Fibers that fall between 24 and 30 are generally considered medium grade. Examples include woolen tweeds, soft coatings, and flannels. Over 30, though, and you get into the course grade area, which is typically used for carpets, dense wool throws, and thicker items.
We have once before written about microns and why you should care, but if you’re in the market for the comfiest throw, you have got to stay in the know about microns.
After all, an educated purchase is a purchase without regret.
And what about Alpaca?
Alpaca wool feels like a dream upon skin, which is why it has become a popular material within the fabric world. From hats to mittens, sweaters to rugs, everything can be made from super soft, super comfortable alpaca wool - even a throw for your luxurious weekend.
So, alpaca wool makes an amazing blanket?

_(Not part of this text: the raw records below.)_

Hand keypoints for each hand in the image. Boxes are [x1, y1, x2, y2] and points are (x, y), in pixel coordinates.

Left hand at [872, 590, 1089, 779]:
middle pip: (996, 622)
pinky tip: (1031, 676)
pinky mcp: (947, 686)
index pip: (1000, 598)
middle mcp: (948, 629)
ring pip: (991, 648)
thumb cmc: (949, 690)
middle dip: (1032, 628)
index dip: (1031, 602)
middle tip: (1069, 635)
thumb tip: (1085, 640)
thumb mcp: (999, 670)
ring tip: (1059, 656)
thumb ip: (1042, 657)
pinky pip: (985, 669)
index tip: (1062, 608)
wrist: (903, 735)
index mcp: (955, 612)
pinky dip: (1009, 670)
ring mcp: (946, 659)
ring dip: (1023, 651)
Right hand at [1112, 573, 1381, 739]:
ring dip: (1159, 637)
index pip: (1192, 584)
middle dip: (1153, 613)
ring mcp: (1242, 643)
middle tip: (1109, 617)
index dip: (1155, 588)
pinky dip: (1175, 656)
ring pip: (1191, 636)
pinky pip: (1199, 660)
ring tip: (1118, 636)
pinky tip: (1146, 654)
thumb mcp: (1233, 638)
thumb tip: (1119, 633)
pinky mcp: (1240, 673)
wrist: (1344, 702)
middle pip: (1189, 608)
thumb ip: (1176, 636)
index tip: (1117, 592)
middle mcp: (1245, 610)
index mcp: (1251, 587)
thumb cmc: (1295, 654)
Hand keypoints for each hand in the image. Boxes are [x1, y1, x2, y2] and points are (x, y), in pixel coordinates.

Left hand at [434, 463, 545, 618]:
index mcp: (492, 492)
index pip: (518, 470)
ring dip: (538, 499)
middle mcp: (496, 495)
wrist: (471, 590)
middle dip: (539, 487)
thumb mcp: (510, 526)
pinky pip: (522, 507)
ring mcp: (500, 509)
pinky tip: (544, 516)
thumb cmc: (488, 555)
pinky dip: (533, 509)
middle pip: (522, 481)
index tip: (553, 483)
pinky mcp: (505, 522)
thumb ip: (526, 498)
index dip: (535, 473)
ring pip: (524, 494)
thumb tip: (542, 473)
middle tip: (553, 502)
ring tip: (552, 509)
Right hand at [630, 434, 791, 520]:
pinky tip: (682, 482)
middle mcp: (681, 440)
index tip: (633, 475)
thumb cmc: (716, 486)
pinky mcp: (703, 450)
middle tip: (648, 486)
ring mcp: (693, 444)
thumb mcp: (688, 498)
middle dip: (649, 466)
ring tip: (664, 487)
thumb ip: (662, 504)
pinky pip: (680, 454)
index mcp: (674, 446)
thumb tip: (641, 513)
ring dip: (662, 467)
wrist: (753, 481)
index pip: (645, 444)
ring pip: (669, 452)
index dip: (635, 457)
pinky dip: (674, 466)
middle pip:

Alpacas are strange in that their fleece, while similar to sheep’s wool, is warmer, not prickly, and has no lanolin, making it a hypoallergenic material. Better still, unlike cotton, alpaca is naturally water-repellent and difficult to ignite.
Plus, alpacas come in two types. There’s the Suri (above), which produces a silky pencil-like fiber that resembles dreadlocks, and the Huacaya (below), which produces a dense, soft, sheep-like fiber. Both produce high quality fibers, but the Suri are generally considered the finer of the two.
Alpaca wool also has this fascinating ability to combine well with almost any other fiber. Our cotton/alpaca day blanket is proof enough of that fact.
Okay, all of that sounds great. Now what do I do?
That, my friend, is easy: you get yourself a blanket that will complement your afternoon nap.